START ENTRIES PROVIDED
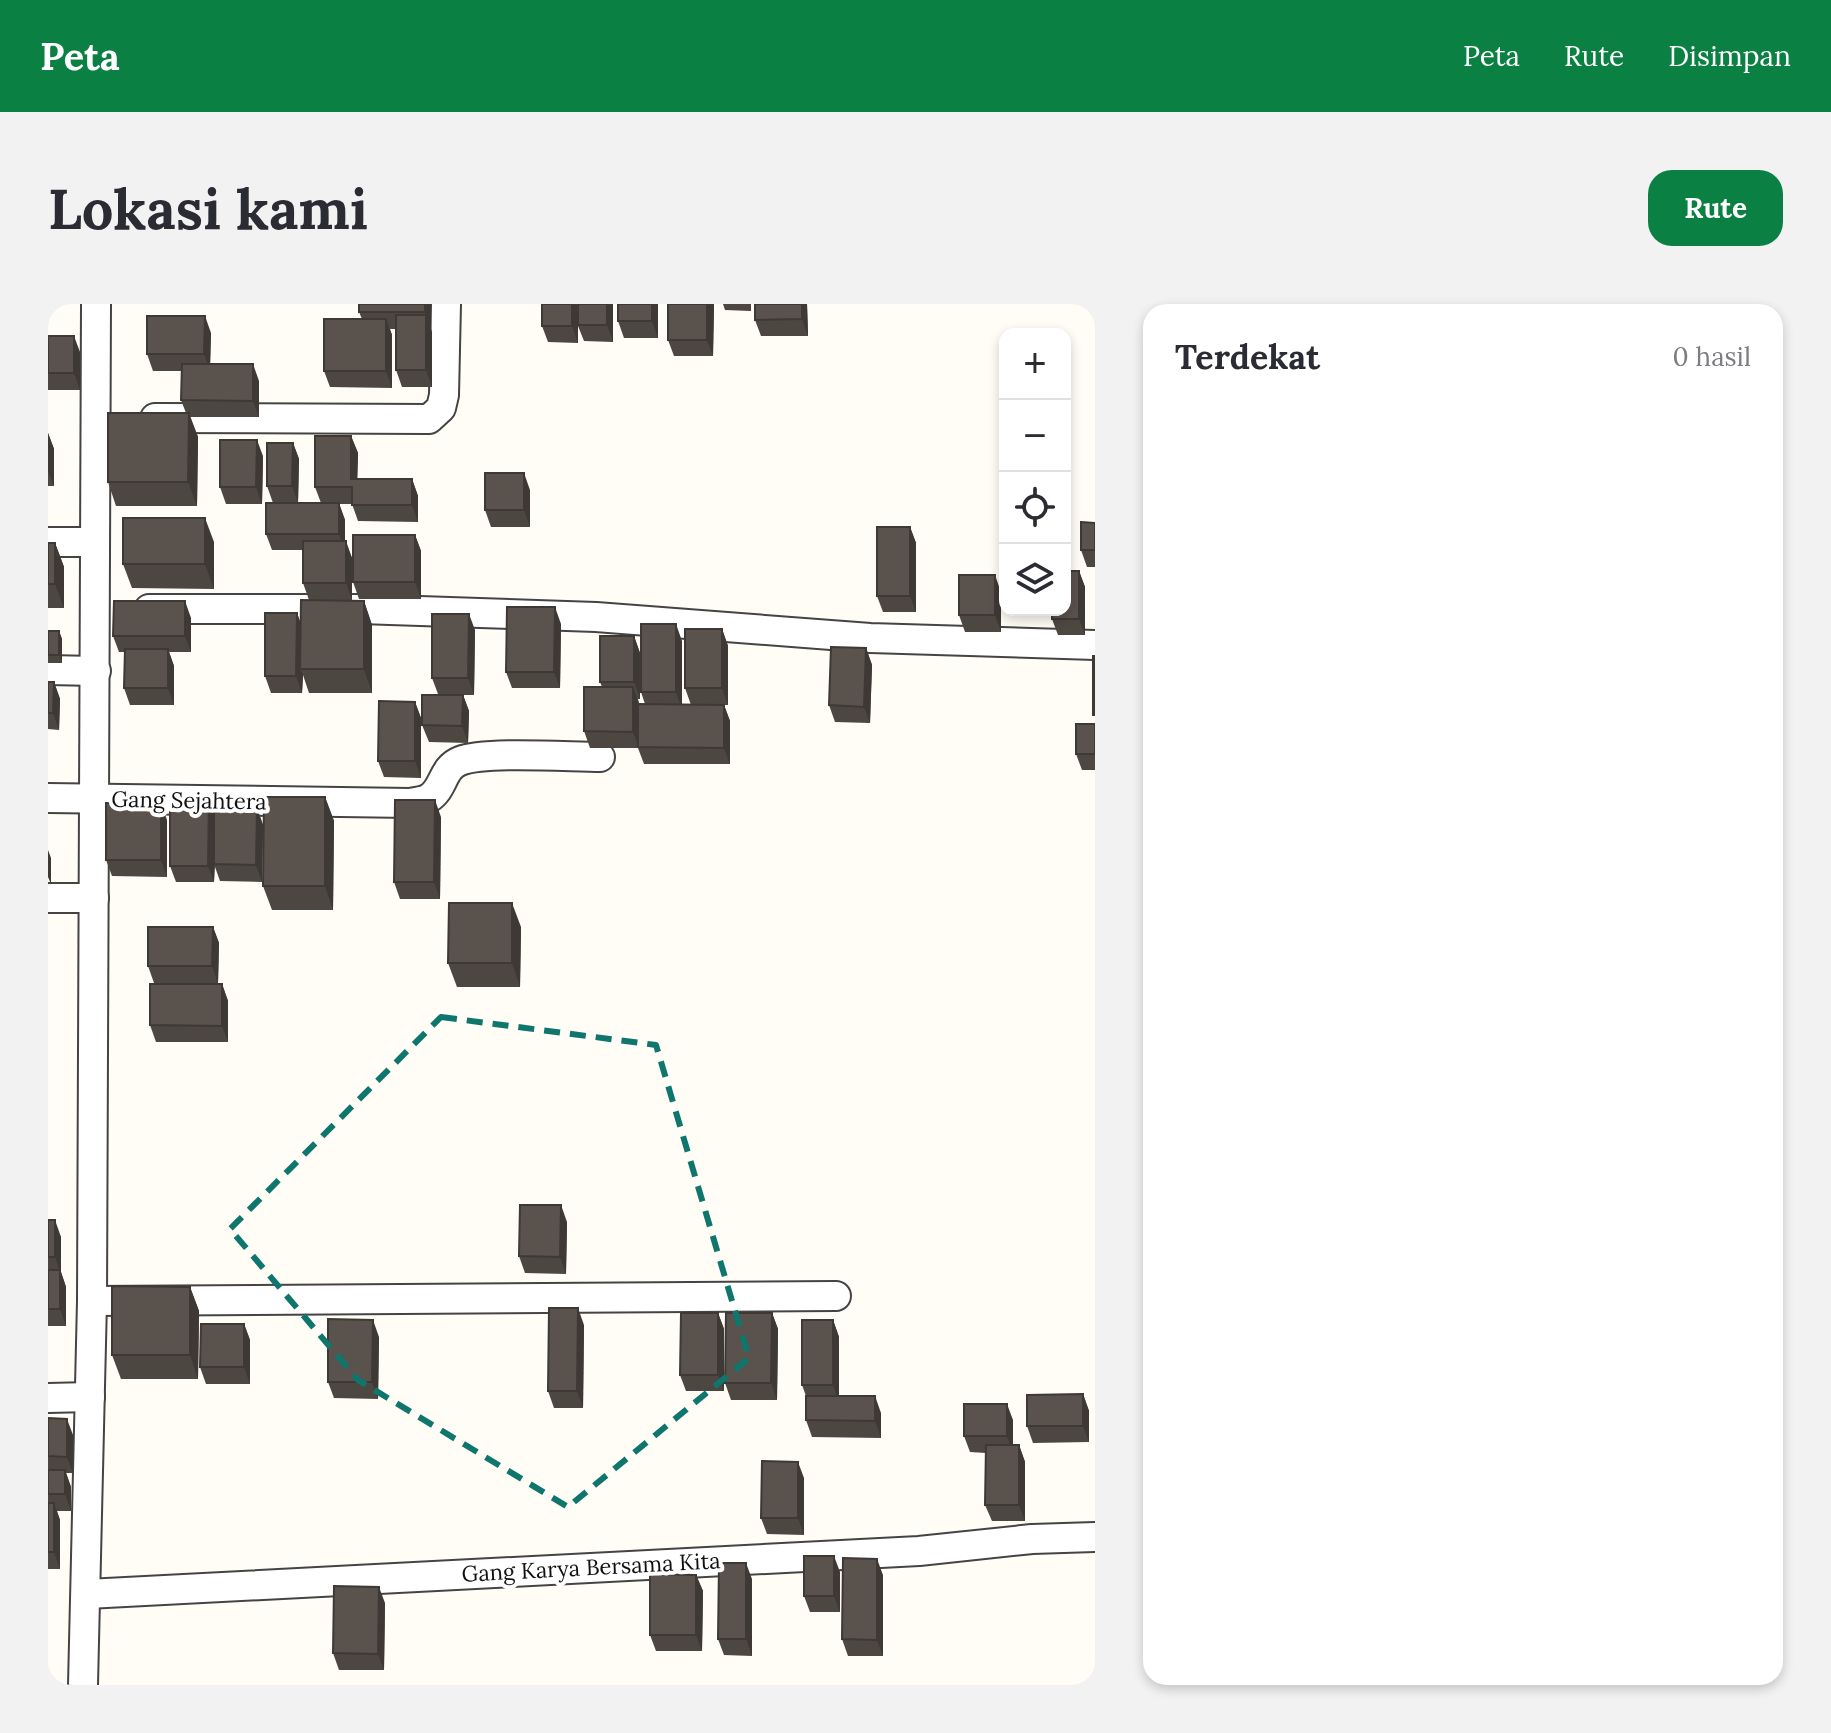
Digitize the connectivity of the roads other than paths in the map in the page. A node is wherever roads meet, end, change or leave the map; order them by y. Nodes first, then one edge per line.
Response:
END ENTRIES PROVIDED
START ENTRIES PROVIDED
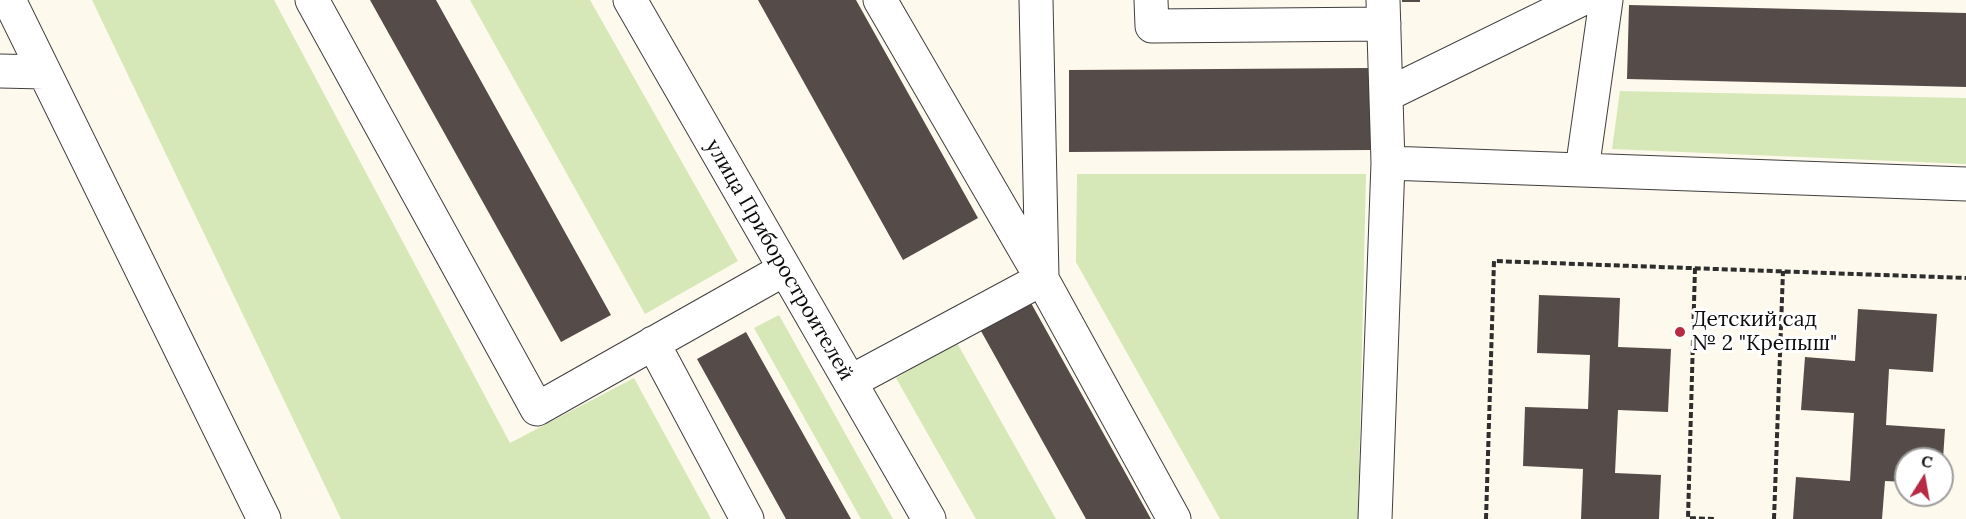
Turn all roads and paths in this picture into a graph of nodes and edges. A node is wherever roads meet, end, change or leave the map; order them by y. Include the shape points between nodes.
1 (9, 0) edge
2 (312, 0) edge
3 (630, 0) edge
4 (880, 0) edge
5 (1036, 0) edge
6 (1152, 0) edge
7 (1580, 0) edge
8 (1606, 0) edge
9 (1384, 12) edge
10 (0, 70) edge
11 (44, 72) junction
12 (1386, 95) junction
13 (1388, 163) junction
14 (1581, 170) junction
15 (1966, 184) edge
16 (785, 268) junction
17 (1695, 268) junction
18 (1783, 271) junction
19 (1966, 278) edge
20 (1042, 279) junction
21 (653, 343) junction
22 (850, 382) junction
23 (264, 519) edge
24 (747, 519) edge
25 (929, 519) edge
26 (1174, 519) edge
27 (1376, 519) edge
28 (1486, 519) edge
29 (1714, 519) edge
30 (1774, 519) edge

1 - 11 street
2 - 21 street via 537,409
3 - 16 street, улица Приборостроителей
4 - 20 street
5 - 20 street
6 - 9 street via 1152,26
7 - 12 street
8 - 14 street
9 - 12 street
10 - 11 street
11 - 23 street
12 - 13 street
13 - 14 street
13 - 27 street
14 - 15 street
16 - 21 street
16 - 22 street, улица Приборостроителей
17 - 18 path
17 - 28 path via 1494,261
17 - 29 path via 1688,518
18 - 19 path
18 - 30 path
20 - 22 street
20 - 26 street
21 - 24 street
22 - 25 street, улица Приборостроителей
END ENTRIES PROVIDED
START ENTRIES PROVIDED
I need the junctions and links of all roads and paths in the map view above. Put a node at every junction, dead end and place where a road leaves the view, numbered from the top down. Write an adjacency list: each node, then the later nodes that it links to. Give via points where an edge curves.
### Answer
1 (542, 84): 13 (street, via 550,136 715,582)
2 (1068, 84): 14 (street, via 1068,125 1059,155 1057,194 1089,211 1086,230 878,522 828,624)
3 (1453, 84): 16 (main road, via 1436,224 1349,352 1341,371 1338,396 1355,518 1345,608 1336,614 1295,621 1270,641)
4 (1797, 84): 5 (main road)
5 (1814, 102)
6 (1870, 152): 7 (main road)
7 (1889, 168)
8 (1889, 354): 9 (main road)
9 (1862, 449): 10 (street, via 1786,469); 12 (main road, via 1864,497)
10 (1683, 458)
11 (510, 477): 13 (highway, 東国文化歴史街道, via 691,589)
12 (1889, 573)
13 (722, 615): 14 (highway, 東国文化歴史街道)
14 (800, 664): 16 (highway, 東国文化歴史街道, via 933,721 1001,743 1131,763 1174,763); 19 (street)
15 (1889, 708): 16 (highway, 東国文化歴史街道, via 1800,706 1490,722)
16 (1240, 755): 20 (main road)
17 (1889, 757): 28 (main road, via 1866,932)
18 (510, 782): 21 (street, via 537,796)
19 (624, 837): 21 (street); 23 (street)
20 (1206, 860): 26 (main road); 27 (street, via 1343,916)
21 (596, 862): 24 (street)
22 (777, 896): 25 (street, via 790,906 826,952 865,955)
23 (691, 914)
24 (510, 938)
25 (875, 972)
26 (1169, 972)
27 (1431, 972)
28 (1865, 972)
END ENTRIES PROVIDED
Collect every line with the string "then" from the records, and copy each.

Digitize the connectivity of the roads other than paths in the map in the page. A node is wherever roads meet, end, change or leave the map; order them by y. Nodes first, then one edge per line.
I need the junctions and links of all roads and paths in the map view above. Put a node at every junction, dead end and place where a road leaves the view, numbered from the top down. Write an adjacency list: each node, then the later nodes that it links to. Give via points where an edge curves.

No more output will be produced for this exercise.